WORK TASK:
Return the records from the first line through the line containing "Write the network of all roads and", and leave out the pictures.

== PROVIDED DATA

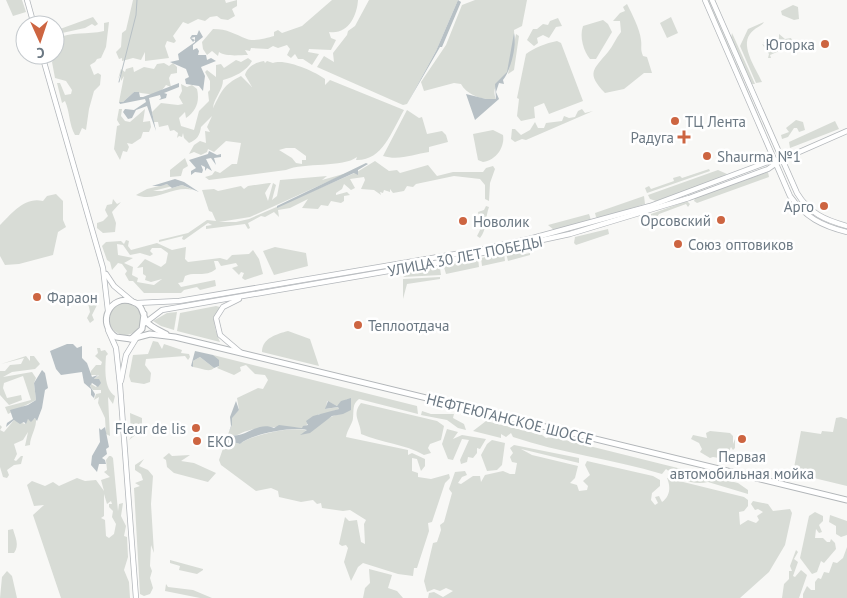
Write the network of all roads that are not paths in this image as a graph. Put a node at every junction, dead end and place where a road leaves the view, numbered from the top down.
1 (27, 0) edge
2 (705, 0) edge
3 (712, 0) edge
4 (31, 15) edge
5 (45, 65) edge
6 (847, 131) edge
7 (781, 160) junction
8 (774, 163) junction
9 (847, 226) edge
10 (847, 232) edge
11 (103, 268) junction
12 (242, 297) junction
13 (133, 302) junction
14 (108, 311) junction
15 (145, 323) junction
16 (108, 329) junction
17 (138, 335) junction
18 (174, 336) junction
19 (242, 353) junction
20 (120, 385) junction
21 (847, 500) edge
22 (136, 598) edge

1 - 4 main road
2 - 8 main road
3 - 7 main road
5 - 11 main road
6 - 7 main road, УЛИЦА 30 ЛЕТ ПОБЕДЫ
7 - 8 main road, УЛИЦА 30 ЛЕТ ПОБЕДЫ
7 - 9 main road
8 - 10 main road
8 - 12 main road, УЛИЦА 30 ЛЕТ ПОБЕДЫ
8 - 13 main road, УЛИЦА 30 ЛЕТ ПОБЕДЫ
11 - 13 main road
11 - 14 main road
12 - 15 main road, УЛИЦА 30 ЛЕТ ПОБЕДЫ
12 - 19 main road
13 - 14 main road
13 - 15 main road
14 - 16 main road
15 - 17 main road
15 - 18 main road
16 - 17 main road
16 - 20 main road
17 - 18 main road
17 - 20 main road
18 - 19 main road, НЕФТЕЮГАНСКОЕ ШОССЕ
19 - 21 main road, НЕФТЕЮГАНСКОЕ ШОССЕ
20 - 22 main road

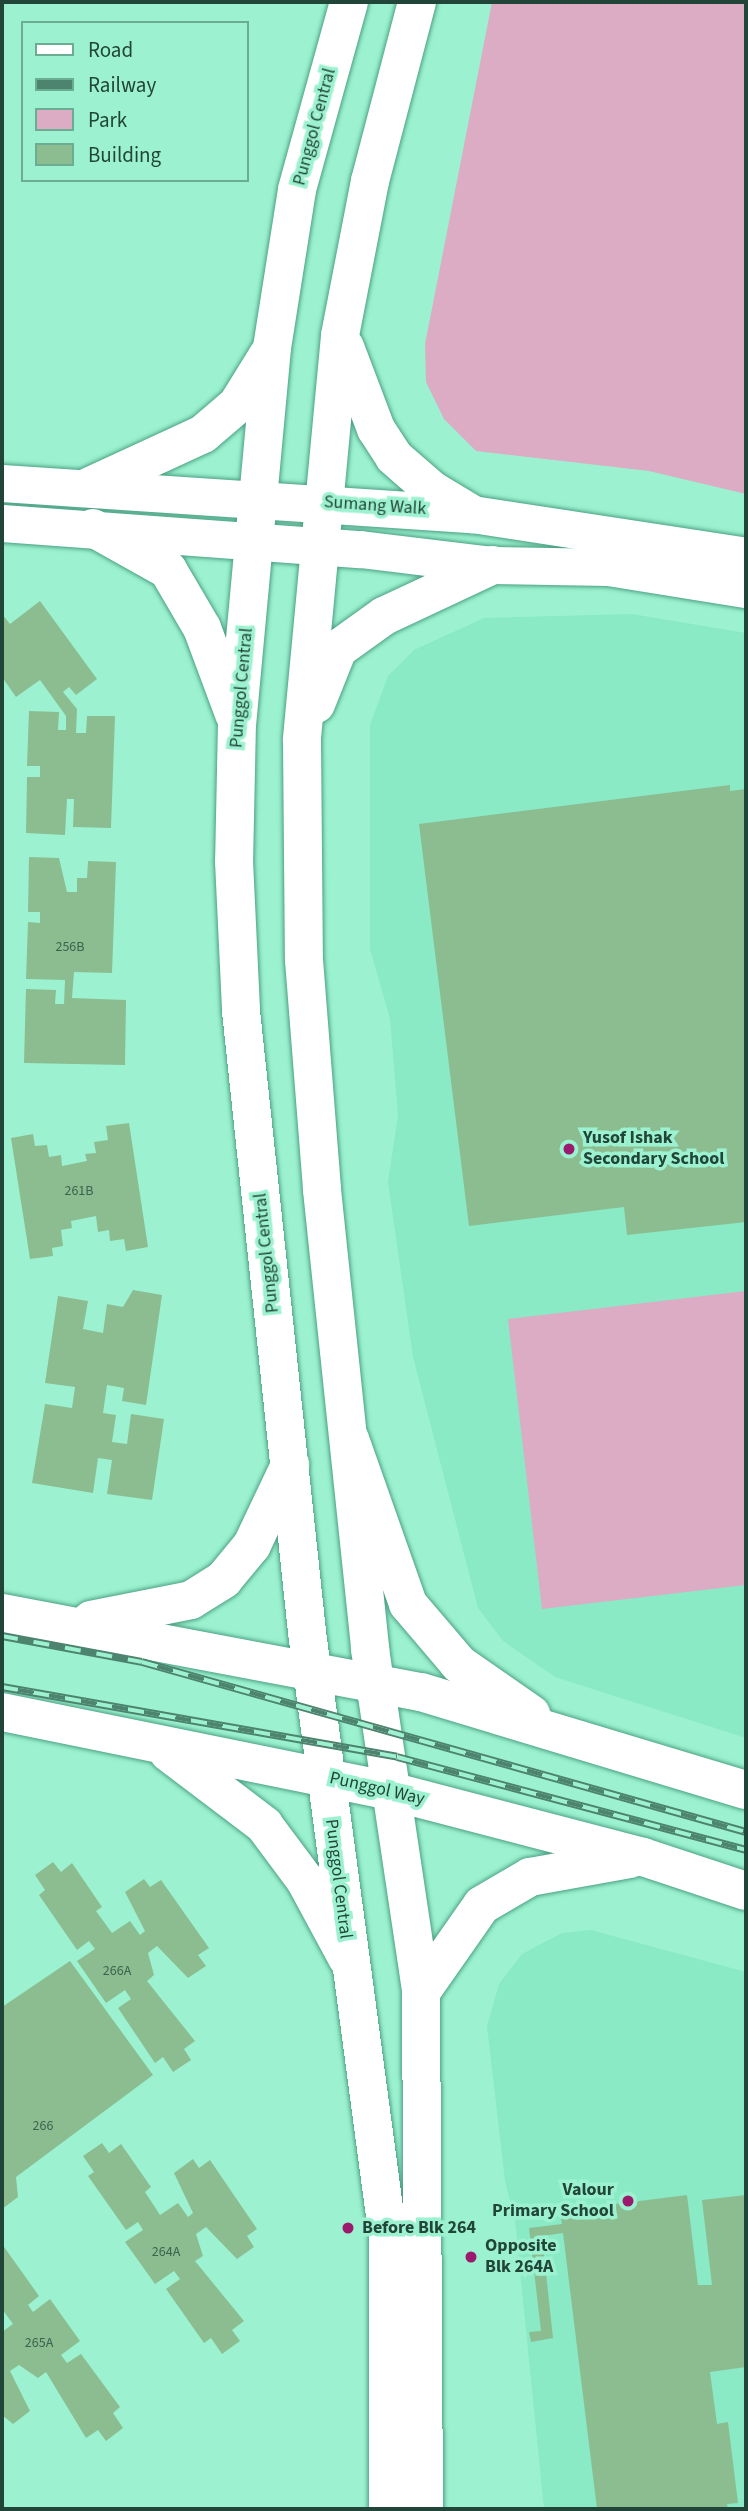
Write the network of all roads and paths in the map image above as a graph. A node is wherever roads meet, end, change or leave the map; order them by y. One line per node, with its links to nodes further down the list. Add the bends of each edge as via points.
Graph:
1 (349, 2): 4 (main road, Punggol Central, via 297,190)
2 (417, 2): 3 (main road, via 370,181)
3 (340, 336): 8 (main road); 9 (main road, via 376,429 394,457 432,491)
4 (272, 348): 6 (main road, via 237,405 204,434); 7 (main road, Punggol Central)
5 (2, 483): 6 (street, Sumang Walk)
6 (86, 488): 7 (street, Sumang Walk)
7 (260, 501): 8 (street, Sumang Walk); 12 (main road, Punggol Central)
8 (326, 503): 9 (street, Sumang Walk); 13 (main road)
9 (472, 514): 14 (street, Sumang Walk)
10 (2, 523): 11 (street)
11 (93, 528): 12 (street); 17 (main road, via 167,570 202,628)
12 (256, 541): 13 (street); 17 (main road, Punggol Central)
13 (320, 546): 15 (street); 18 (main road)
14 (746, 556)
15 (493, 565): 16 (street, via 608,567); 18 (main road, via 384,616 338,649)
16 (746, 589)
17 (237, 722): 20 (main road, Punggol Central, via 234,861 241,1011)
18 (302, 740): 19 (main road, via 304,960)
19 (350, 1439): 24 (main road); 26 (main road, via 408,1604 459,1664)
20 (290, 1465): 22 (main road, via 252,1545 224,1579 191,1600); 23 (main road, Punggol Central)
21 (2, 1613): 22 (main road)
22 (72, 1624): 23 (main road)
23 (311, 1667): 24 (main road); 28 (main road, Punggol Central)
24 (374, 1683): 26 (main road); 30 (main road)
25 (2, 1712): 27 (main road, Punggol Way)
26 (558, 1734): 29 (main road)
27 (159, 1746): 28 (main road, Punggol Way); 33 (main road, via 264,1825 305,1880)
28 (325, 1777): 30 (main road, Punggol Way); 33 (main road, Punggol Central)
29 (746, 1790)
30 (390, 1791): 31 (main road, Punggol Way); 34 (main road)
31 (643, 1857): 32 (main road, Punggol Way); 34 (main road, via 530,1877 482,1905)
32 (746, 1891)
33 (347, 1958): 35 (main road, Punggol Central, via 388,2238)
34 (421, 1992): 36 (main road)
35 (388, 2509)
36 (424, 2509)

====

RESPONSE TO THIS EXERCISE:
Write the network of all roads that are not paths in this image as a graph. Put a node at every junction, dead end and place where a road leaves the view, numbered from the top down.
1 (27, 0) edge
2 (705, 0) edge
3 (712, 0) edge
4 (31, 15) edge
5 (45, 65) edge
6 (847, 131) edge
7 (781, 160) junction
8 (774, 163) junction
9 (847, 226) edge
10 (847, 232) edge
11 (103, 268) junction
12 (242, 297) junction
13 (133, 302) junction
14 (108, 311) junction
15 (145, 323) junction
16 (108, 329) junction
17 (138, 335) junction
18 (174, 336) junction
19 (242, 353) junction
20 (120, 385) junction
21 (847, 500) edge
22 (136, 598) edge

1 - 4 main road
2 - 8 main road
3 - 7 main road
5 - 11 main road
6 - 7 main road, УЛИЦА 30 ЛЕТ ПОБЕДЫ
7 - 8 main road, УЛИЦА 30 ЛЕТ ПОБЕДЫ
7 - 9 main road
8 - 10 main road
8 - 12 main road, УЛИЦА 30 ЛЕТ ПОБЕДЫ
8 - 13 main road, УЛИЦА 30 ЛЕТ ПОБЕДЫ
11 - 13 main road
11 - 14 main road
12 - 15 main road, УЛИЦА 30 ЛЕТ ПОБЕДЫ
12 - 19 main road
13 - 14 main road
13 - 15 main road
14 - 16 main road
15 - 17 main road
15 - 18 main road
16 - 17 main road
16 - 20 main road
17 - 18 main road
17 - 20 main road
18 - 19 main road, НЕФТЕЮГАНСКОЕ ШОССЕ
19 - 21 main road, НЕФТЕЮГАНСКОЕ ШОССЕ
20 - 22 main road

Write the network of all roads and paths in the map image above as a graph. A node is wherever roads meet, end, change or leave the map; order them by y. One line per node, with its links to nodes further down the list. Add the bends of each edge as via points.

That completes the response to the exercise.